I feel this topic to be so important that I am including it below. We posted this on Home Office Finance this morning.

One blog which I have come to enjoy and try to read whenever it hits my RSS reader is Get Rich Slowly. This blog is great for the simple fact its tagline is right on. “Personal finance that makes cents.”

And today’s post is no exception. The disability insurance maze: how to select and purchase a policy hit my RSS reader this morning. As we are warned, it is a very long post, but its an important topic. I could not agree more about its importance. Disability insurance is one of those items many of us overlook. And this type of insurance is really important for the self employed and the home office warrior.

Take the time to read this great post and take it as a serious issue we should consider.

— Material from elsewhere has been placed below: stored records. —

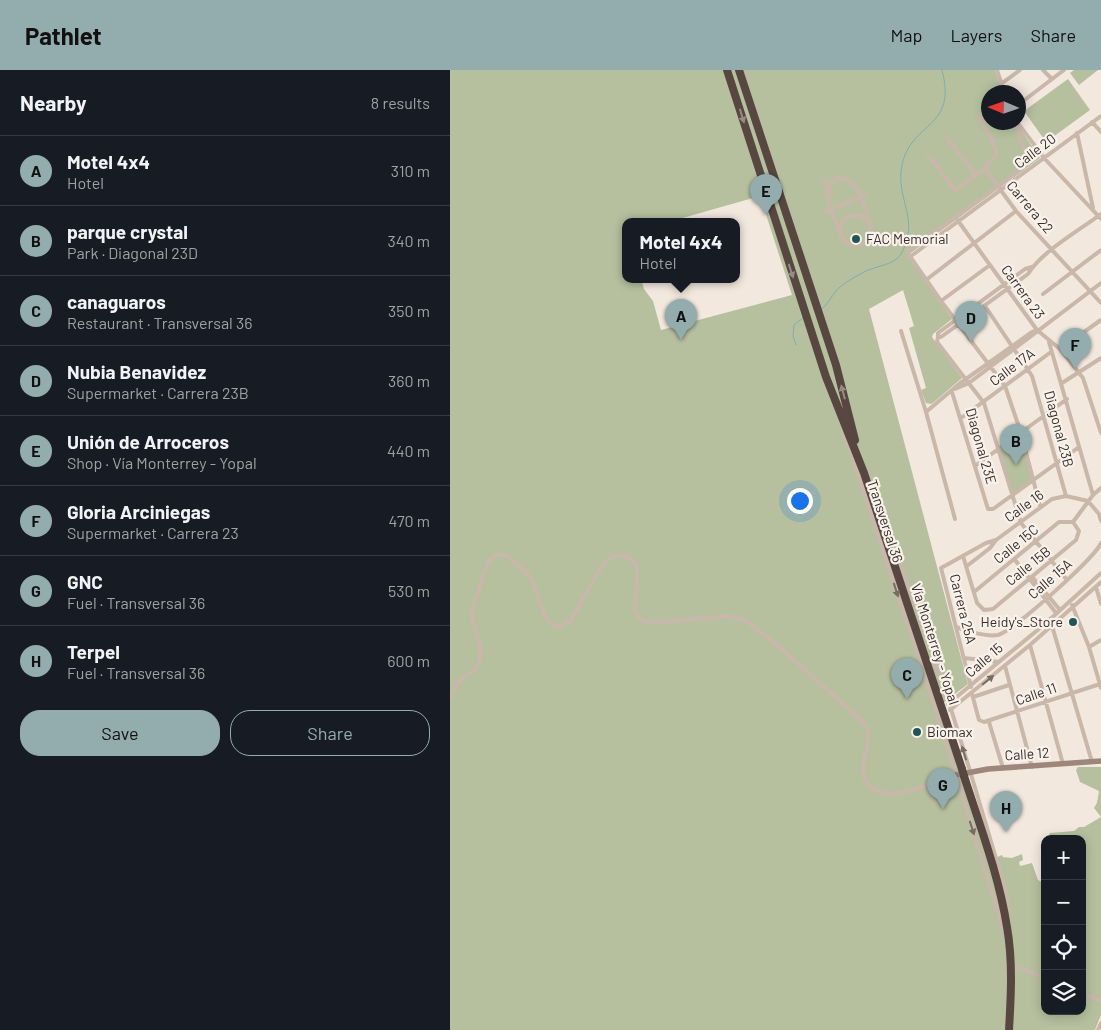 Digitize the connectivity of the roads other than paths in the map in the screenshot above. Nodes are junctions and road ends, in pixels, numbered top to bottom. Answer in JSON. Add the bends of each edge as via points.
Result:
{"nodes":[{"id":1,"x":727,"y":70,"type":"edge"},
{"id":2,"x":739,"y":70,"type":"edge"},
{"id":3,"x":997,"y":70,"type":"edge"},
{"id":4,"x":1020,"y":70,"type":"edge"},
{"id":5,"x":1044,"y":70,"type":"edge"},
{"id":6,"x":1064,"y":70,"type":"edge"},
{"id":7,"x":1052,"y":79,"type":"junction"},
{"id":8,"x":1001,"y":84,"type":"joint"},
{"id":9,"x":1026,"y":99,"type":"edge"},
{"id":10,"x":1101,"y":116,"type":"edge"},
{"id":11,"x":979,"y":117,"type":"dead end"},
{"id":12,"x":1092,"y":122,"type":"junction"},
{"id":13,"x":1019,"y":130,"type":"edge"},
{"id":14,"x":1023,"y":130,"type":"edge"},
{"id":15,"x":1101,"y":132,"type":"edge"},
{"id":16,"x":1077,"y":133,"type":"junction"},
{"id":17,"x":947,"y":138,"type":"dead end"},
{"id":18,"x":928,"y":155,"type":"dead end"},
{"id":19,"x":1044,"y":158,"type":"junction"},
{"id":20,"x":986,"y":168,"type":"junction"},
{"id":21,"x":975,"y":174,"type":"junction"},
{"id":22,"x":822,"y":181,"type":"dead end"},
{"id":23,"x":997,"y":187,"type":"junction"},
{"id":24,"x":1000,"y":192,"type":"junction"},
{"id":25,"x":864,"y":196,"type":"junction"},
{"id":26,"x":830,"y":208,"type":"junction"},
{"id":27,"x":1016,"y":211,"type":"junction"},
{"id":28,"x":1094,"y":211,"type":"junction"},
{"id":29,"x":825,"y":212,"type":"dead end"},
{"id":30,"x":1100,"y":216,"type":"edge"},
{"id":31,"x":957,"y":220,"type":"junction"},
{"id":32,"x":870,"y":224,"type":"junction"},
{"id":33,"x":840,"y":233,"type":"junction"},
{"id":34,"x":975,"y":243,"type":"junction"},
{"id":35,"x":1052,"y":250,"type":"junction"},
{"id":36,"x":1101,"y":250,"type":"edge"},
{"id":37,"x":990,"y":265,"type":"junction"},
{"id":38,"x":1072,"y":272,"type":"junction"},
{"id":39,"x":926,"y":280,"type":"junction"},
{"id":40,"x":1101,"y":283,"type":"edge"},
{"id":41,"x":1006,"y":286,"type":"junction"},
{"id":42,"x":1090,"y":291,"type":"junction"},
{"id":43,"x":1043,"y":294,"type":"dead end"},
{"id":44,"x":941,"y":301,"type":"junction"},
{"id":45,"x":1101,"y":303,"type":"edge"},
{"id":46,"x":984,"y":306,"type":"junction"},
{"id":47,"x":955,"y":320,"type":"junction"},
{"id":48,"x":1101,"y":320,"type":"edge"},
{"id":49,"x":959,"y":325,"type":"junction"},
{"id":50,"x":1037,"y":330,"type":"junction"},
{"id":51,"x":901,"y":331,"type":"dead end"},
{"id":52,"x":938,"y":337,"type":"junction"},
{"id":53,"x":1049,"y":342,"type":"junction"},
{"id":54,"x":1012,"y":348,"type":"junction"},
{"id":55,"x":1060,"y":350,"type":"junction"},
{"id":56,"x":1051,"y":352,"type":"junction"},
{"id":57,"x":1101,"y":358,"type":"edge"},
{"id":58,"x":989,"y":365,"type":"junction"},
{"id":59,"x":1028,"y":369,"type":"junction"},
{"id":60,"x":1079,"y":372,"type":"junction"},
{"id":61,"x":826,"y":377,"type":"junction"},
{"id":62,"x":967,"y":381,"type":"junction"},
{"id":63,"x":1062,"y":383,"type":"junction"},
{"id":64,"x":1006,"y":386,"type":"junction"},
{"id":65,"x":954,"y":391,"type":"junction"},
{"id":66,"x":1066,"y":399,"type":"junction"},
{"id":67,"x":984,"y":403,"type":"junction"},
{"id":68,"x":926,"y":412,"type":"junction"},
{"id":69,"x":1044,"y":414,"type":"junction"},
{"id":70,"x":961,"y":418,"type":"junction"},
{"id":71,"x":1021,"y":433,"type":"junction"},
{"id":72,"x":1101,"y":433,"type":"edge"},
{"id":73,"x":1079,"y":447,"type":"junction"},
{"id":74,"x":999,"y":450,"type":"junction"},
{"id":75,"x":1056,"y":462,"type":"junction"},
{"id":76,"x":975,"y":466,"type":"junction"},
{"id":77,"x":864,"y":473,"type":"junction"},
{"id":78,"x":1034,"y":480,"type":"junction"},
{"id":79,"x":1101,"y":488,"type":"edge"},
{"id":80,"x":1093,"y":495,"type":"junction"},
{"id":81,"x":1012,"y":496,"type":"junction"},
{"id":82,"x":1066,"y":496,"type":"junction"},
{"id":83,"x":1088,"y":501,"type":"junction"},
{"id":84,"x":1040,"y":506,"type":"junction"},
{"id":85,"x":876,"y":510,"type":"junction"},
{"id":86,"x":955,"y":519,"type":"dead end"},
{"id":87,"x":1101,"y":521,"type":"edge"},
{"id":88,"x":1073,"y":522,"type":"junction"},
{"id":89,"x":1021,"y":523,"type":"junction"},
{"id":90,"x":996,"y":540,"type":"junction"},
{"id":91,"x":1036,"y":542,"type":"junction"},
{"id":92,"x":1101,"y":545,"type":"edge"},
{"id":93,"x":963,"y":556,"type":"junction"},
{"id":94,"x":1014,"y":560,"type":"junction"},
{"id":95,"x":1052,"y":562,"type":"junction"},
{"id":96,"x":967,"y":566,"type":"junction"},
{"id":97,"x":1101,"y":573,"type":"edge"},
{"id":98,"x":1030,"y":578,"type":"junction"},
{"id":99,"x":1067,"y":580,"type":"junction"},
{"id":100,"x":1101,"y":582,"type":"edge"},
{"id":101,"x":1096,"y":587,"type":"junction"},
{"id":102,"x":974,"y":592,"type":"junction"},
{"id":103,"x":1047,"y":597,"type":"junction"},
{"id":104,"x":1069,"y":602,"type":"junction"},
{"id":105,"x":1101,"y":604,"type":"edge"},
{"id":106,"x":1073,"y":607,"type":"junction"},
{"id":107,"x":1058,"y":612,"type":"junction"},
{"id":108,"x":1050,"y":619,"type":"junction"},
{"id":109,"x":1054,"y":625,"type":"junction"},
{"id":110,"x":956,"y":626,"type":"junction"},
{"id":111,"x":1101,"y":640,"type":"edge"},
{"id":112,"x":1030,"y":645,"type":"junction"},
{"id":113,"x":1089,"y":647,"type":"junction"},
{"id":114,"x":1007,"y":655,"type":"junction"},
{"id":115,"x":964,"y":658,"type":"junction"},
{"id":116,"x":1011,"y":661,"type":"junction"},
{"id":117,"x":999,"y":662,"type":"junction"},
{"id":118,"x":1005,"y":666,"type":"junction"},
{"id":119,"x":1009,"y":685,"type":"junction"},
{"id":120,"x":1100,"y":686,"type":"edge"},
{"id":121,"x":971,"y":687,"type":"junction"},
{"id":122,"x":1072,"y":693,"type":"junction"},
{"id":123,"x":972,"y":695,"type":"junction"},
{"id":124,"x":450,"y":698,"type":"edge"},
{"id":125,"x":1045,"y":703,"type":"junction"},
{"id":126,"x":948,"y":704,"type":"junction"},
{"id":127,"x":950,"y":710,"type":"junction"},
{"id":128,"x":1017,"y":712,"type":"junction"},
{"id":129,"x":989,"y":722,"type":"junction"},
{"id":130,"x":1101,"y":761,"type":"edge"},
{"id":131,"x":1092,"y":762,"type":"junction"},
{"id":132,"x":1063,"y":764,"type":"junction"},
{"id":133,"x":1032,"y":767,"type":"junction"},
{"id":134,"x":1003,"y":768,"type":"junction"},
{"id":135,"x":963,"y":773,"type":"junction"},
{"id":136,"x":1010,"y":961,"type":"junction"},
{"id":137,"x":1041,"y":976,"type":"edge"},
{"id":138,"x":1086,"y":995,"type":"edge"},
{"id":139,"x":1101,"y":1001,"type":"edge"},
{"id":140,"x":1101,"y":1023,"type":"edge"},
{"id":141,"x":1009,"y":1030,"type":"edge"},
{"id":142,"x":1098,"y":1030,"type":"edge"}],
"edges":[{"from":1,"to":61,"type":"highway","name":"Vía Monterrey - Yopal","one_way":true},
{"from":77,"to":2,"type":"highway","name":"Vía Monterrey - Yopal","one_way":true,"via":[[836,365]]},
{"from":3,"to":8,"type":"street"},
{"from":4,"to":8,"type":"street"},
{"from":5,"to":7,"type":"street"},
{"from":6,"to":7,"type":"street"},
{"from":7,"to":9,"type":"street"},
{"from":10,"to":12,"type":"street","name":"Calle 20"},
{"from":11,"to":20,"type":"street","via":[[997,154]]},
{"from":12,"to":15,"type":"street"},
{"from":12,"to":16,"type":"street","name":"Calle 20"},
{"from":13,"to":23,"type":"street","via":[[1026,161],[1022,169]]},
{"from":14,"to":19,"type":"street"},
{"from":16,"to":19,"type":"street","name":"Calle 20"},
{"from":16,"to":28,"type":"street"},
{"from":17,"to":21,"type":"street"},
{"from":18,"to":21,"type":"street","via":[[955,190]]},
{"from":19,"to":24,"type":"street","name":"Calle 20"},
{"from":19,"to":28,"type":"street"},
{"from":20,"to":21,"type":"street"},
{"from":20,"to":23,"type":"street","name":"Carrera 22"},
{"from":22,"to":26,"type":"street","via":[[827,183]]},
{"from":23,"to":24,"type":"street","name":"Carrera 22"},
{"from":23,"to":31,"type":"street"},
{"from":24,"to":27,"type":"street","name":"Carrera 22"},
{"from":24,"to":31,"type":"street","name":"Calle 20"},
{"from":25,"to":26,"type":"street"},
{"from":25,"to":26,"type":"street","via":[[851,183],[837,178],[830,187]]},
{"from":25,"to":32,"type":"street"},
{"from":26,"to":29,"type":"street"},
{"from":26,"to":33,"type":"street"},
{"from":27,"to":34,"type":"street"},
{"from":27,"to":35,"type":"street","name":"Carrera 22"},
{"from":28,"to":30,"type":"street"},
{"from":30,"to":35,"type":"street"},
{"from":31,"to":34,"type":"street","name":"Carrera 23"},
{"from":31,"to":39,"type":"street","name":"Calle 20","via":[[909,254]]},
{"from":32,"to":33,"type":"street","via":[[863,217],[852,216],[842,223]]},
{"from":32,"to":33,"type":"street","via":[[870,236],[861,244],[847,242]]},
{"from":34,"to":37,"type":"street","name":"Carrera 23"},
{"from":34,"to":39,"type":"street"},
{"from":35,"to":38,"type":"street","name":"Carrera 22"},
{"from":35,"to":41,"type":"street","via":[[1028,274]]},
{"from":36,"to":38,"type":"street"},
{"from":37,"to":41,"type":"street","name":"Carrera 23"},
{"from":37,"to":44,"type":"street"},
{"from":38,"to":42,"type":"street","name":"Carrera 22"},
{"from":38,"to":43,"type":"street"},
{"from":39,"to":44,"type":"street"},
{"from":40,"to":42,"type":"street"},
{"from":41,"to":46,"type":"street"},
{"from":41,"to":47,"type":"street"},
{"from":41,"to":50,"type":"street","name":"Carrera 23"},
{"from":42,"to":45,"type":"street","name":"Carrera 22"},
{"from":42,"to":50,"type":"street"},
{"from":44,"to":47,"type":"street"},
{"from":46,"to":49,"type":"street"},
{"from":46,"to":54,"type":"street","name":"Diagonal 23B"},
{"from":47,"to":49,"type":"street"},
{"from":47,"to":52,"type":"street"},
{"from":48,"to":55,"type":"street"},
{"from":49,"to":52,"type":"street"},
{"from":49,"to":58,"type":"street"},
{"from":50,"to":53,"type":"street","name":"Carrera 23"},
{"from":50,"to":54,"type":"street"},
{"from":51,"to":68,"type":"street"},
{"from":52,"to":62,"type":"street","via":[[937,342]]},
{"from":53,"to":55,"type":"street","name":"Carrera 23"},
{"from":53,"to":56,"type":"street"},
{"from":54,"to":58,"type":"street"},
{"from":54,"to":59,"type":"street","name":"Diagonal 23B"},
{"from":55,"to":60,"type":"street","name":"Carrera 23"},
{"from":56,"to":59,"type":"street","name":"Calle 17A"},
{"from":56,"to":63,"type":"street"},
{"from":57,"to":60,"type":"street"},
{"from":58,"to":62,"type":"street"},
{"from":58,"to":64,"type":"street"},
{"from":59,"to":64,"type":"street","name":"Calle 17A"},
{"from":59,"to":69,"type":"street","name":"Diagonal 23B"},
{"from":60,"to":63,"type":"street"},
{"from":60,"to":72,"type":"street","name":"Carrera 23","via":[[1086,384]]},
{"from":61,"to":77,"type":"highway","name":"Vía Monterrey - Yopal"},
{"from":61,"to":135,"type":"street","name":"Transversal 36","one_way":true},
{"from":62,"to":65,"type":"street"},
{"from":62,"to":67,"type":"street"},
{"from":63,"to":66,"type":"street"},
{"from":64,"to":67,"type":"street","name":"Calle 17A"},
{"from":64,"to":71,"type":"street"},
{"from":65,"to":68,"type":"street"},
{"from":65,"to":70,"type":"street","name":"Diagonal 23E"},
{"from":66,"to":69,"type":"street"},
{"from":66,"to":73,"type":"street"},
{"from":67,"to":70,"type":"street","name":"Calle 17A"},
{"from":67,"to":74,"type":"street"},
{"from":68,"to":86,"type":"street"},
{"from":69,"to":71,"type":"street"},
{"from":69,"to":75,"type":"street","name":"Diagonal 23B"},
{"from":70,"to":76,"type":"street","name":"Diagonal 23E"},
{"from":71,"to":74,"type":"street"},
{"from":71,"to":78,"type":"street"},
{"from":73,"to":75,"type":"street"},
{"from":73,"to":80,"type":"street"},
{"from":74,"to":76,"type":"street"},
{"from":74,"to":81,"type":"street"},
{"from":75,"to":78,"type":"street"},
{"from":75,"to":82,"type":"street","name":"Diagonal 23B"},
{"from":76,"to":81,"type":"street","name":"Diagonal 23E","via":[[987,507],[993,509]]},
{"from":77,"to":85,"type":"highway","name":"Vía Monterrey - Yopal"},
{"from":78,"to":81,"type":"street"},
{"from":78,"to":84,"type":"street"},
{"from":79,"to":80,"type":"street"},
{"from":80,"to":83,"type":"street"},
{"from":81,"to":89,"type":"street"},
{"from":82,"to":83,"type":"street","name":"Calle 16"},
{"from":82,"to":84,"type":"street","name":"Calle 16"},
{"from":83,"to":87,"type":"street"},
{"from":83,"to":88,"type":"street"},
{"from":84,"to":89,"type":"street","name":"Calle 16"},
{"from":85,"to":126,"type":"street","name":"Transversal 36","via":[[904,573]]},
{"from":85,"to":135,"type":"highway","name":"Vía Monterrey - Yopal"},
{"from":88,"to":91,"type":"street","name":"Calle 15C","via":[[1059,522]]},
{"from":88,"to":95,"type":"street","name":"Calle 15B","via":[[1078,531],[1076,540]]},
{"from":89,"to":90,"type":"street","name":"Calle 16"},
{"from":89,"to":91,"type":"street"},
{"from":90,"to":93,"type":"street"},
{"from":90,"to":96,"type":"street","name":"Calle 16"},
{"from":91,"to":94,"type":"street","name":"Calle 15C"},
{"from":91,"to":95,"type":"street"},
{"from":92,"to":99,"type":"street","name":"Calle 15A"},
{"from":93,"to":96,"type":"street"},
{"from":93,"to":110,"type":"street","name":"Carrera 25A","via":[[943,565],[941,571]]},
{"from":94,"to":98,"type":"street"},
{"from":94,"to":102,"type":"street","name":"Calle 15C"},
{"from":95,"to":98,"type":"street","name":"Calle 15B"},
{"from":95,"to":99,"type":"street"},
{"from":96,"to":102,"type":"street"},
{"from":97,"to":104,"type":"street","name":"Calle 15"},
{"from":98,"to":102,"type":"street","name":"Calle 15B","via":[[993,609],[984,610],[977,603]]},
{"from":98,"to":103,"type":"street"},
{"from":99,"to":103,"type":"street","name":"Calle 15A"},
{"from":100,"to":101,"type":"street","name":"Calle 15"},
{"from":101,"to":105,"type":"street"},
{"from":101,"to":106,"type":"street","name":"Calle 15"},
{"from":103,"to":107,"type":"street"},
{"from":103,"to":110,"type":"street","name":"Calle 15A","via":[[998,635]]},
{"from":104,"to":106,"type":"street"},
{"from":104,"to":107,"type":"street","name":"Calle 15"},
{"from":106,"to":109,"type":"street","name":"Calle 15"},
{"from":106,"to":113,"type":"street"},
{"from":107,"to":108,"type":"street","name":"Calle 15"},
{"from":108,"to":109,"type":"street"},
{"from":108,"to":114,"type":"street","name":"Calle 15"},
{"from":109,"to":112,"type":"street","name":"Calle 15"},
{"from":109,"to":122,"type":"street"},
{"from":110,"to":115,"type":"street","name":"Carrera 25A"},
{"from":111,"to":113,"type":"street"},
{"from":112,"to":116,"type":"street","name":"Calle 15"},
{"from":112,"to":125,"type":"street"},
{"from":113,"to":120,"type":"street"},
{"from":114,"to":116,"type":"street"},
{"from":114,"to":117,"type":"street","name":"Calle 15"},
{"from":115,"to":117,"type":"street"},
{"from":115,"to":121,"type":"street","name":"Carrera 25A"},
{"from":116,"to":118,"type":"street","name":"Calle 15"},
{"from":117,"to":121,"type":"street","name":"Calle 15"},
{"from":118,"to":119,"type":"street"},
{"from":123,"to":118,"type":"street","name":"Calle 15","one_way":true},
{"from":119,"to":123,"type":"street"},
{"from":119,"to":128,"type":"street"},
{"from":120,"to":122,"type":"street","name":"Calle 11"},
{"from":121,"to":126,"type":"street","name":"Calle 15"},
{"from":122,"to":125,"type":"street","name":"Calle 11"},
{"from":122,"to":131,"type":"street"},
{"from":123,"to":127,"type":"street","name":"Calle 15"},
{"from":123,"to":129,"type":"street","via":[[979,720]]},
{"from":124,"to":135,"type":"street","via":[[458,682],[479,663],[481,648],[471,613],[491,558],[502,554],[518,565],[535,587],[544,618],[550,623],[563,624],[571,620],[603,564],[610,558],[622,556],[630,559],[637,568],[635,608],[644,621],[740,618],[782,649],[863,722],[869,736],[863,775],[875,791],[894,795]]},
{"from":125,"to":128,"type":"street","name":"Calle 11"},
{"from":125,"to":132,"type":"street"},
{"from":126,"to":127,"type":"street","name":"Transversal 36"},
{"from":135,"to":127,"type":"street","name":"Transversal 36","one_way":true},
{"from":128,"to":129,"type":"street","name":"Calle 11"},
{"from":128,"to":133,"type":"street"},
{"from":129,"to":134,"type":"street"},
{"from":130,"to":131,"type":"main road","name":"Calle 12"},
{"from":131,"to":132,"type":"main road","name":"Calle 12"},
{"from":132,"to":133,"type":"main road","name":"Calle 12"},
{"from":133,"to":134,"type":"main road","name":"Calle 12"},
{"from":134,"to":135,"type":"main road","name":"Calle 12"},
{"from":135,"to":136,"type":"street","name":"Transversal 36","one_way":true},
{"from":135,"to":136,"type":"highway","name":"Vía Monterrey - Yopal","via":[[1001,895]]},
{"from":136,"to":137,"type":"street"},
{"from":136,"to":141,"type":"highway","name":"Vía Monterrey - Yopal"},
{"from":138,"to":139,"type":"street"},
{"from":140,"to":142,"type":"street"}]}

2 Responses to Disability Insurance and the Home Office Warrior

  1. Chuck Newton
    February 27th, 2008 | 9:31 am

    I have got admit that I do not have disability insurance. I have thought about it a number of times because the truth of the matter we are probably more likely to need disability insurance than life insurance. My Dad, however, was a physician, but he was still a solo. He always maintained disability insurance, and paid large premiums for maybe 30 years. He came down with cancer. They were able to remove it by removing a kidney. He was off of work for months. Afterwards, he was placed on necessary meds that caused a trimmer in his hand. He was a surgeon. The disability company refused to pay for either the time off for the actual cancer treatments or afterwards for the trimmer. He ended up retiring because he could not operate. The problem, as we found out then, was that most of these disability policies require you to be unable to work at anything. If you can still be a Greeter at Wal-Mart, even though you chosen occupation is that of a surgeon, that is too bad, they do not have to pay. At least this is true for the solo. In my Dad’s case they would have only had to pay for a few years until he reached social security and Medicare age, which I did not think was bad for 30 years of premiums, but you have to think that insurance has developed into a very corrupt business. At least that is my opinion.

  2. Grant Griffiths
    February 27th, 2008 | 7:22 pm

    Good point Chuck. I don’t have any DI either.